**What needs to be done:**
Print the listing from its top line through the line containing "Write the network", nothing more, and leave out the pictures.

**Entries supplied:**
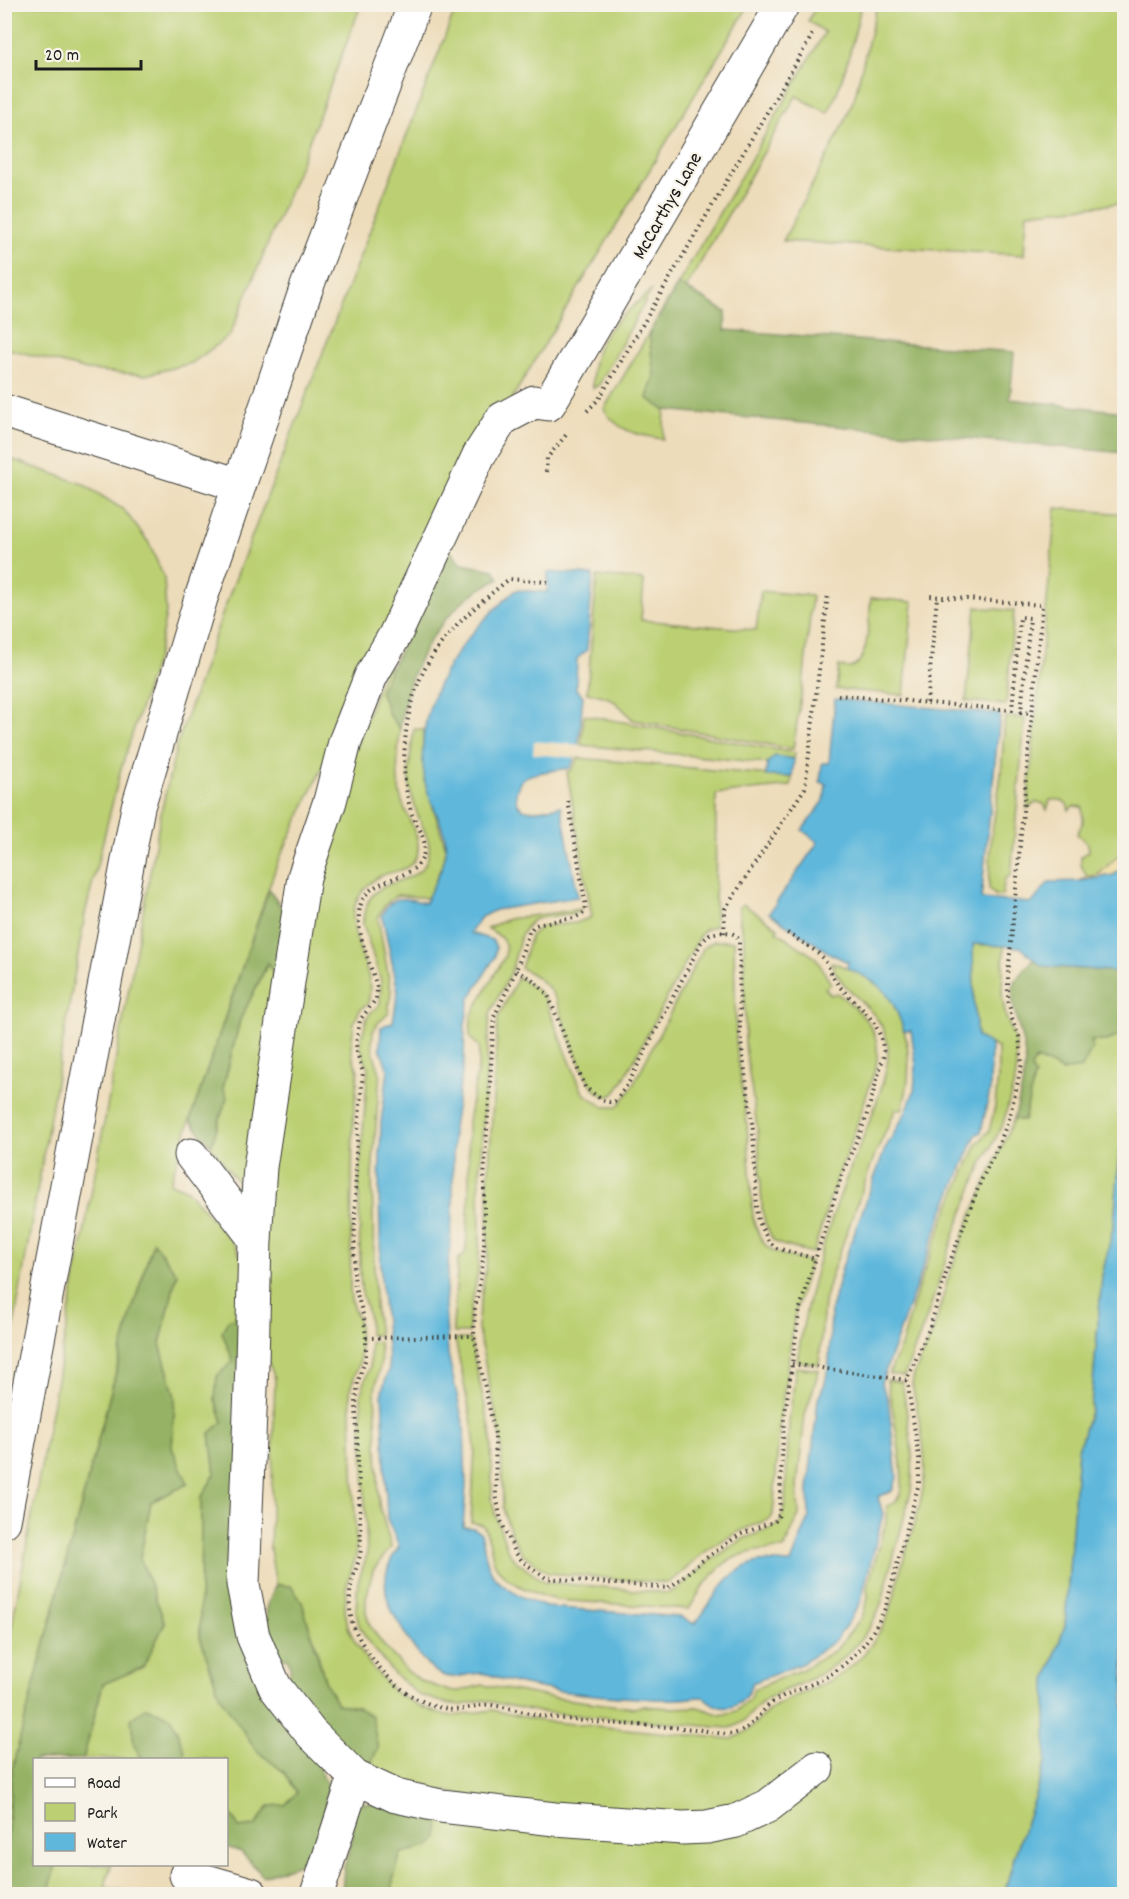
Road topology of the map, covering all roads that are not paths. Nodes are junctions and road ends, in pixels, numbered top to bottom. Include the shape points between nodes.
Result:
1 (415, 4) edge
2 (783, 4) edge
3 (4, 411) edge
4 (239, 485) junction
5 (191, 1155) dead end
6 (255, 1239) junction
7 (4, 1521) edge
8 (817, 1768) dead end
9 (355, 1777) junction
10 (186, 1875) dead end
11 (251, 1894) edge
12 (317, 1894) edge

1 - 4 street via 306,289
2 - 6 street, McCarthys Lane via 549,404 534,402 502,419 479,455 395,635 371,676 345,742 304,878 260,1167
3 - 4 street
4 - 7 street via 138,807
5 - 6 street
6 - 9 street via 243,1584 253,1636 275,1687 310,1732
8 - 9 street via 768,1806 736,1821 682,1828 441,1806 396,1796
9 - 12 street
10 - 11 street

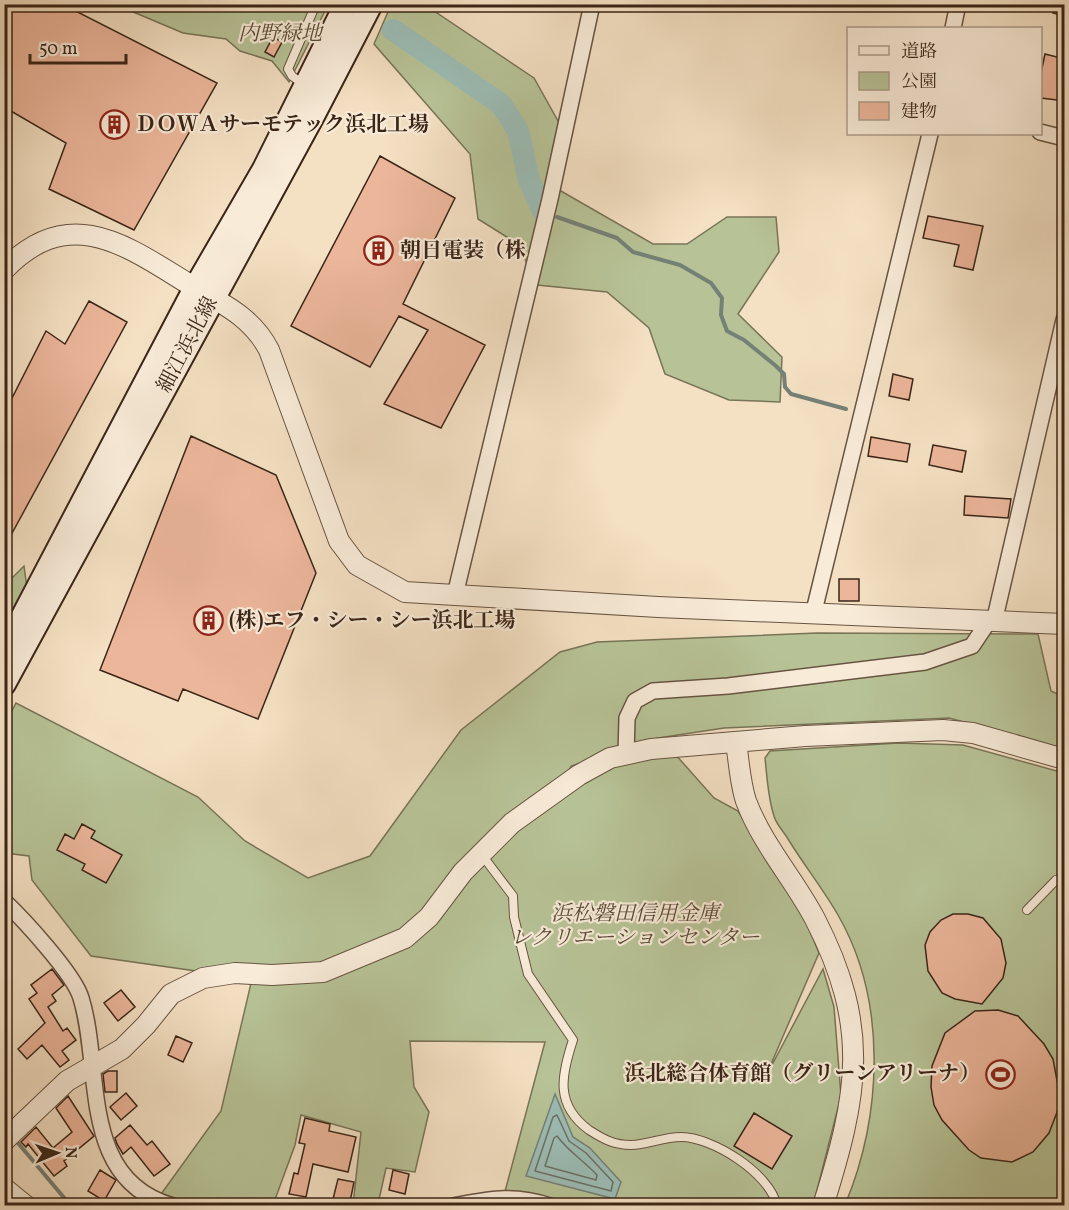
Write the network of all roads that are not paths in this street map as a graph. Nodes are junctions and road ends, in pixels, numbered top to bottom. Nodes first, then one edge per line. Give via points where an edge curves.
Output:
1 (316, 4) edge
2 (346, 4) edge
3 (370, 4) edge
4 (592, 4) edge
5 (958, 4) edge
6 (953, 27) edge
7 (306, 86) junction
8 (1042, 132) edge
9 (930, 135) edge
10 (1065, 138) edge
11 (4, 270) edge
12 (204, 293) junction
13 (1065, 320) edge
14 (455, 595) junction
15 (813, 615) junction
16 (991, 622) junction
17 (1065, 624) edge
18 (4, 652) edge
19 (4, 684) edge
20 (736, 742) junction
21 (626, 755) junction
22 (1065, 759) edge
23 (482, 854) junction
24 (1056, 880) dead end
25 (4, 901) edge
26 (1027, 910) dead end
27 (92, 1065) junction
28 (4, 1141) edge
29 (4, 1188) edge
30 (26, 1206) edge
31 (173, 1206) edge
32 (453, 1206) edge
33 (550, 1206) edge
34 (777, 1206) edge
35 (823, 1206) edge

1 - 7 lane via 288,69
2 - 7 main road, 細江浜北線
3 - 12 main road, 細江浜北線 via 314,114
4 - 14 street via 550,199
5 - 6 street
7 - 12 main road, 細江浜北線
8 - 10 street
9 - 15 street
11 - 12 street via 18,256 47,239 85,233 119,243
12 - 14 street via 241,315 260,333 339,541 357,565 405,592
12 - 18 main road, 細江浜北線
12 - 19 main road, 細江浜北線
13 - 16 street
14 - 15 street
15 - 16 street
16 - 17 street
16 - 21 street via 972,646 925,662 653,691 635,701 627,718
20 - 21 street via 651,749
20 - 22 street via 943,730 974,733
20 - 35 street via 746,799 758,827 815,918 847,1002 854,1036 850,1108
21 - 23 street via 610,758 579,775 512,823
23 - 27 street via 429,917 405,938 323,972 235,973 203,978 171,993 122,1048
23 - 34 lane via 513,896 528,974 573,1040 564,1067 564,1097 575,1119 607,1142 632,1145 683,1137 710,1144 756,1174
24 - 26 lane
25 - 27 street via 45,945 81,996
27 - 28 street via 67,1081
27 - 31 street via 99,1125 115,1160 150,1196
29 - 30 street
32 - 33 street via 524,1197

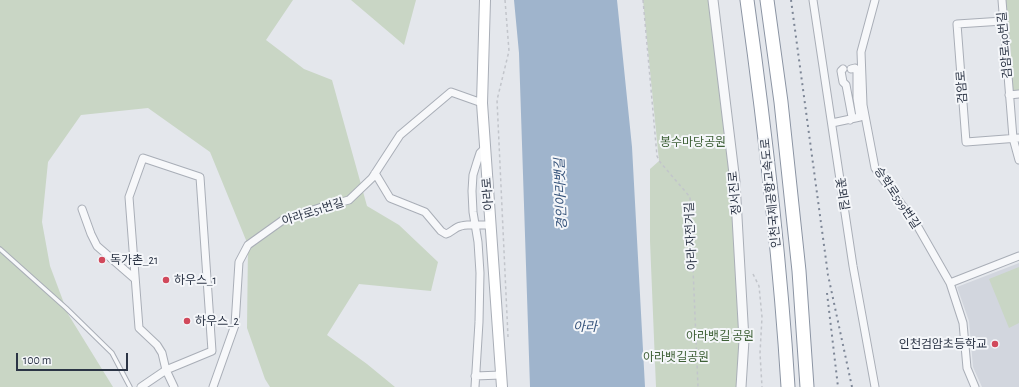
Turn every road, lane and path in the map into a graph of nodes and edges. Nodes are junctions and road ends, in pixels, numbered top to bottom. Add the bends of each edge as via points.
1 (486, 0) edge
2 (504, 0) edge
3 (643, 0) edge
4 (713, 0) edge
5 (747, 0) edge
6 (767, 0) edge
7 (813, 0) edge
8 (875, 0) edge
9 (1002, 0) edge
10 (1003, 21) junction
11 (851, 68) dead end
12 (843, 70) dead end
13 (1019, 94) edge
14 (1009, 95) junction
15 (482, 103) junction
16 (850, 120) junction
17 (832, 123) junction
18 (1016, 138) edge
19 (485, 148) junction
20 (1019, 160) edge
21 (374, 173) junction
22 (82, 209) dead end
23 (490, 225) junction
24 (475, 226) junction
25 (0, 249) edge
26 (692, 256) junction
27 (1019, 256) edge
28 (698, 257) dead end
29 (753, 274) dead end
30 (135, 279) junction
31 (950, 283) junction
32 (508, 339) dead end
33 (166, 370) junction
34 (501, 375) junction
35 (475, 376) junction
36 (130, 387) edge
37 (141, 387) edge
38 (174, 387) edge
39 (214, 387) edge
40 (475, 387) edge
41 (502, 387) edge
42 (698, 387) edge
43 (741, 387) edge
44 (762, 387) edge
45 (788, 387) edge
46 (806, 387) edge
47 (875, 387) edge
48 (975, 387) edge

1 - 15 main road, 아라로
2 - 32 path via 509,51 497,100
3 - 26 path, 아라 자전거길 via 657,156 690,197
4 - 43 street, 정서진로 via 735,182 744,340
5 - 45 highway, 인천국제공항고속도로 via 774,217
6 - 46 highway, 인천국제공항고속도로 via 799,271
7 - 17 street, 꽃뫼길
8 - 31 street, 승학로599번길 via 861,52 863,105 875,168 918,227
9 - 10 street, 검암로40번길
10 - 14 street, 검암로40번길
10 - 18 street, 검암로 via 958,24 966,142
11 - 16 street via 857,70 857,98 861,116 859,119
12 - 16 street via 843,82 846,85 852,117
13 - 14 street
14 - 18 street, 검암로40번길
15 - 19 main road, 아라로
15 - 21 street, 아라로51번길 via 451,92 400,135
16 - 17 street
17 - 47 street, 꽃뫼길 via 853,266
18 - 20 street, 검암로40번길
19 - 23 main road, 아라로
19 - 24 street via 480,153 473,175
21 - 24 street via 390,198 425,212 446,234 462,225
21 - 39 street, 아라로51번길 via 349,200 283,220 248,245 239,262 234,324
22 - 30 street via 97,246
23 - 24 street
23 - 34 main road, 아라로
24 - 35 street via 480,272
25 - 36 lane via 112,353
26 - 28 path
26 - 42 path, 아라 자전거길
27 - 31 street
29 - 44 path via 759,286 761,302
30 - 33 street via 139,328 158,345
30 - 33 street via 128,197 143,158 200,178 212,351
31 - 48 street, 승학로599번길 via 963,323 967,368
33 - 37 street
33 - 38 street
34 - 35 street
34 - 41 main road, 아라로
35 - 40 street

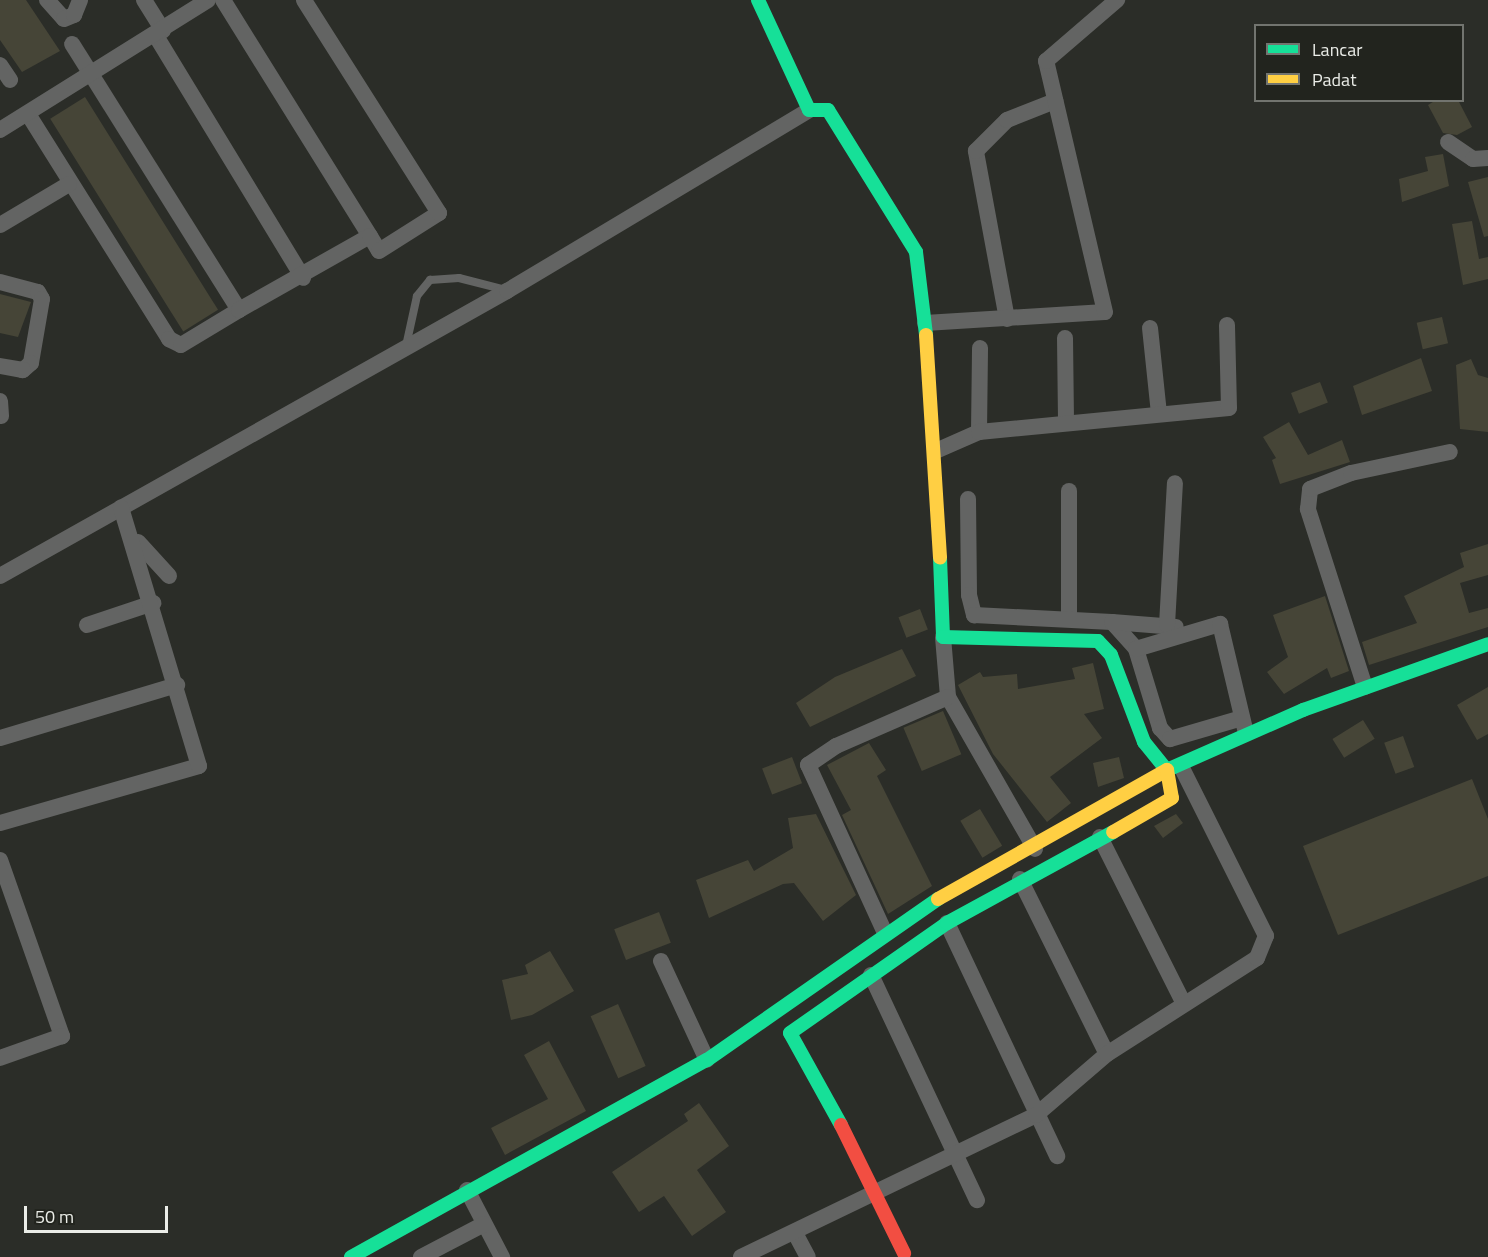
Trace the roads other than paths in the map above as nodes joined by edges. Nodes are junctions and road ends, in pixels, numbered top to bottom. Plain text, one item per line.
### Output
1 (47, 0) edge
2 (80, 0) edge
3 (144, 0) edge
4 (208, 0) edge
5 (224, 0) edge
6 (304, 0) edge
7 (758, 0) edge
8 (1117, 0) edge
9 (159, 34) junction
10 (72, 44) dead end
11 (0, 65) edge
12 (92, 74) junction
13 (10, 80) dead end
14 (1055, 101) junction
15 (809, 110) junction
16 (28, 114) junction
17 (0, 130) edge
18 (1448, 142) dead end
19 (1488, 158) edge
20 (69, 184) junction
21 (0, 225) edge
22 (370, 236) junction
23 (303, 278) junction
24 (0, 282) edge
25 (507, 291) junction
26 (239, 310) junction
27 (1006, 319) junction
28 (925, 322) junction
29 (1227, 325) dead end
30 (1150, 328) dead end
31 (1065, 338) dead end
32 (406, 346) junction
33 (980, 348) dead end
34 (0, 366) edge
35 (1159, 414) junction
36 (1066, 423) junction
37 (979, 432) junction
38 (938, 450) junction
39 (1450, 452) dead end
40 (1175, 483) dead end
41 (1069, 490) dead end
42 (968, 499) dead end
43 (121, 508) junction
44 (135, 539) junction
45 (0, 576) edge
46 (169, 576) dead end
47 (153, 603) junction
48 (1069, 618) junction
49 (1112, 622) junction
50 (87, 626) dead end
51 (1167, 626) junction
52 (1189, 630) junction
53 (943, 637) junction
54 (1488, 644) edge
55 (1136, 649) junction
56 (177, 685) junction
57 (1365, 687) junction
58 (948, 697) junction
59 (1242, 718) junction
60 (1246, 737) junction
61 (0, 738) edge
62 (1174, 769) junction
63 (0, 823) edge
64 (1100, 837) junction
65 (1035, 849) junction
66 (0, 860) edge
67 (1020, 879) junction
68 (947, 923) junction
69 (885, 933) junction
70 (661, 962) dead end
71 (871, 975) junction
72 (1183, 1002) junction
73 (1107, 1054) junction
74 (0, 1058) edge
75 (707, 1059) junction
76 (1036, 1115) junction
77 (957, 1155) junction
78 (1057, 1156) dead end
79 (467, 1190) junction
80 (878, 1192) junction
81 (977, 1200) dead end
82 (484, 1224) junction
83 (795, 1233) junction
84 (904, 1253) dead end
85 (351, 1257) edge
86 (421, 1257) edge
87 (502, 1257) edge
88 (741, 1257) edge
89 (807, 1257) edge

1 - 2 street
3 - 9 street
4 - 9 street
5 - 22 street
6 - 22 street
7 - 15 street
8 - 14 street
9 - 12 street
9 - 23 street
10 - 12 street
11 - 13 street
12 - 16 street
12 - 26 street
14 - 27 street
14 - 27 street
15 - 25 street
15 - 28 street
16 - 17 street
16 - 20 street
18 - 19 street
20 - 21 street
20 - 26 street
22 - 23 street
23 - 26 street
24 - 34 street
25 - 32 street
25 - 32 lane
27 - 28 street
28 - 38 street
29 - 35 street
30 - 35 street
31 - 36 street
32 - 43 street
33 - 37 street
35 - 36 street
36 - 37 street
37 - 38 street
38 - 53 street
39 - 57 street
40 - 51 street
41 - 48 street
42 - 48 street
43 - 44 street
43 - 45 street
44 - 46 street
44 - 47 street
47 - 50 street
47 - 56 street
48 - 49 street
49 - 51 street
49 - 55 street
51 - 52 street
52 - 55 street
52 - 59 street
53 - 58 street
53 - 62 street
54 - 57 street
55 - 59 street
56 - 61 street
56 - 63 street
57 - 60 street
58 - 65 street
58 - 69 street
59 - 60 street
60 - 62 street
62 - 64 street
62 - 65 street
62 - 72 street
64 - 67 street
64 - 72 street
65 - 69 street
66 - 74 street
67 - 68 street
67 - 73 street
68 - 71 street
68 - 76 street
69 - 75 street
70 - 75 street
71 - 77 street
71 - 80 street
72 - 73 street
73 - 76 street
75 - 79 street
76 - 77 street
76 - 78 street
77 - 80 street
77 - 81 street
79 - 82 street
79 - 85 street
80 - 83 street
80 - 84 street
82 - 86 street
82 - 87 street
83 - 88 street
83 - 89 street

**Task output:**
Road topology of the map, covering all roads that are not paths. Nodes are junctions and road ends, in pixels, numbered top to bottom. Include the shape points between nodes.
Result:
1 (415, 4) edge
2 (783, 4) edge
3 (4, 411) edge
4 (239, 485) junction
5 (191, 1155) dead end
6 (255, 1239) junction
7 (4, 1521) edge
8 (817, 1768) dead end
9 (355, 1777) junction
10 (186, 1875) dead end
11 (251, 1894) edge
12 (317, 1894) edge

1 - 4 street via 306,289
2 - 6 street, McCarthys Lane via 549,404 534,402 502,419 479,455 395,635 371,676 345,742 304,878 260,1167
3 - 4 street
4 - 7 street via 138,807
5 - 6 street
6 - 9 street via 243,1584 253,1636 275,1687 310,1732
8 - 9 street via 768,1806 736,1821 682,1828 441,1806 396,1796
9 - 12 street
10 - 11 street

Write the network of all roads that are not paths in this street map as a graph. Nodes are junctions and road ends, in pixels, numbered top to bottom. Nodes first, then one edge per line. Give via points where an edge curves.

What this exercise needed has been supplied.